This is an astounding moment in US history, in world history. Is it even possible to overstate the magnitude of this moment? I still can't believe it. The USA elected a black man as its leader. Racism is over! Finally, the scourge of slavery can be wiped from the history books.
Ah, the jokes. But seriously, it's amazing to look at how far this country has come. 150 years ago, slavery was legal in the United States. 112 years ago, the Supreme Court affirmed that racial segregation was constitutional (Plessy v Ferguson). 62 years ago, "negroes" couldn't play baseball with whites. 55 years ago school segregation was legal. Discrimination on the base of race was legal until 44 years ago (when Johnson signed the Civil Rights Act). Barack Obama is 47 years old. And he's the 44th President of the United States.
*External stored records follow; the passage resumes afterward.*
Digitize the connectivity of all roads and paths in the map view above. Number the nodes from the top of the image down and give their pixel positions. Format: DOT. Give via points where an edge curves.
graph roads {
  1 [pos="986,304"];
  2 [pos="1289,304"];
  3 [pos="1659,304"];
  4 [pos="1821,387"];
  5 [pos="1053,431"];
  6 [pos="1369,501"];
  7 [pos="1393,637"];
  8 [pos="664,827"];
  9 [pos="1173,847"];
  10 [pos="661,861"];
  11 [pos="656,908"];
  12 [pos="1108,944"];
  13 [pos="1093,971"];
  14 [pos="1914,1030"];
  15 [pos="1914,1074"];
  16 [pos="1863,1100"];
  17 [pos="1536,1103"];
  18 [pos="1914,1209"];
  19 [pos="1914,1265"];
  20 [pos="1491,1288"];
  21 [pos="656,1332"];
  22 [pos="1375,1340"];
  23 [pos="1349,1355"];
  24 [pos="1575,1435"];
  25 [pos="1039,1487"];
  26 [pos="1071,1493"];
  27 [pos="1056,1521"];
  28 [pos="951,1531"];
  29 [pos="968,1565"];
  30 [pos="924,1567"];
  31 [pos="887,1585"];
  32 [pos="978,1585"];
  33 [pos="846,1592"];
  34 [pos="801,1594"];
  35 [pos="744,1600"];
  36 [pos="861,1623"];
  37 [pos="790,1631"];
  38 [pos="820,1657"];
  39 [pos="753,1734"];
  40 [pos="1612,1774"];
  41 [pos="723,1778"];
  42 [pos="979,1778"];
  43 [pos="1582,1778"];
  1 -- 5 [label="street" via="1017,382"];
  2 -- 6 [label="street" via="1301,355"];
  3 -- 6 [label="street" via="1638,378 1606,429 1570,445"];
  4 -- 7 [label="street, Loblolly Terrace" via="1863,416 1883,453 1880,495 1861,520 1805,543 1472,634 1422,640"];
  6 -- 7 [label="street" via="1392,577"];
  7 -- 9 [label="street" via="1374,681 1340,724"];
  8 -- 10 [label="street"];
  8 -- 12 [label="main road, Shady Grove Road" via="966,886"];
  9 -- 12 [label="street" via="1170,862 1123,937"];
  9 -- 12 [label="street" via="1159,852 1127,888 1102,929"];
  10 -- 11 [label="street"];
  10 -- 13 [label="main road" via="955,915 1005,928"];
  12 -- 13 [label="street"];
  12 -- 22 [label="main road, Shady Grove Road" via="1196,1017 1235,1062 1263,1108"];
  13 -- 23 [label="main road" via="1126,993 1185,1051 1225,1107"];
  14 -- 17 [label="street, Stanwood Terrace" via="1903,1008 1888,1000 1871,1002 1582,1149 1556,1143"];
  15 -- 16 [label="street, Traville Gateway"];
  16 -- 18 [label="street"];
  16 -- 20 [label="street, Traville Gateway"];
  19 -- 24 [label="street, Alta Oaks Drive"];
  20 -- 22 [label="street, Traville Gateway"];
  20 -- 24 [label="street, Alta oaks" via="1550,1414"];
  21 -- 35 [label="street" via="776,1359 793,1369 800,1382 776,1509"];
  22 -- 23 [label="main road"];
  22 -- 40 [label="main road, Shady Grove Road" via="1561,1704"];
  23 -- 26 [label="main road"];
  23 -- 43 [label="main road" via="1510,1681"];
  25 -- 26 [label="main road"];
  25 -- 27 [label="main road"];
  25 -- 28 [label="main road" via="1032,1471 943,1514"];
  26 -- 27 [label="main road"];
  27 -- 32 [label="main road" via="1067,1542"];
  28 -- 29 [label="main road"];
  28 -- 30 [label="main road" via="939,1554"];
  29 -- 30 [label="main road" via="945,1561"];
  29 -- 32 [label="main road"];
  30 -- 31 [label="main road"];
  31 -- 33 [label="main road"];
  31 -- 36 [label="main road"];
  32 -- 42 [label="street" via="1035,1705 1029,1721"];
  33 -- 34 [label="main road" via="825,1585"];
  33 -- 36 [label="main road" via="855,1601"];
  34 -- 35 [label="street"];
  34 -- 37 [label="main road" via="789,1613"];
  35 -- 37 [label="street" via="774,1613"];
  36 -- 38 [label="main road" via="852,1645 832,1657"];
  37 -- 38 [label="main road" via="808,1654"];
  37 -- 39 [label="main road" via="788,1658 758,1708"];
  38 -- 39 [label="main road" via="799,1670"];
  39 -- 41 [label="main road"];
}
On this day, four years ago, I was devastated. I'd been getting out the vote in New Hampshire for days, had given the maximum donation to the Kerry campaign, and had really believed that the country would reject the despicable policies of Bush and the neo-cons. When they didn't, it was one of the most depressing days of my life. I remember walking around Cambridge and not being able to look passers-by in the eye because I felt that if I saw anything less than equivalent suffering in their eyes, I'd either cry or fly into a rage. In Cambridge! It was brutal. But I also remember emailing with friends the day after the election about an Obama 08 campaign. Earlier that year, Obama had taken the DNC by storm with his keynote speech. He was the chosen one. But could a black man really win the presidency yet? Surely one day, but was it too soon? Where would he get the electoral votes? Wasn't racism still too strong of an undercurrent for this to happen? Even as recently as yesterday, this same question lingered. And now that question is obsolete. Racism, of course, lives on in the US. But - wow - how far the nation has come.
I've said elsewhere on VTK that, while I support Obama for president, he no longer represents the progressive left, and the work to hold him accountable starts the day after the election. I'm going to flip-flop on that. Today's a day for celebration and reflection. Accountability starts tomorrow.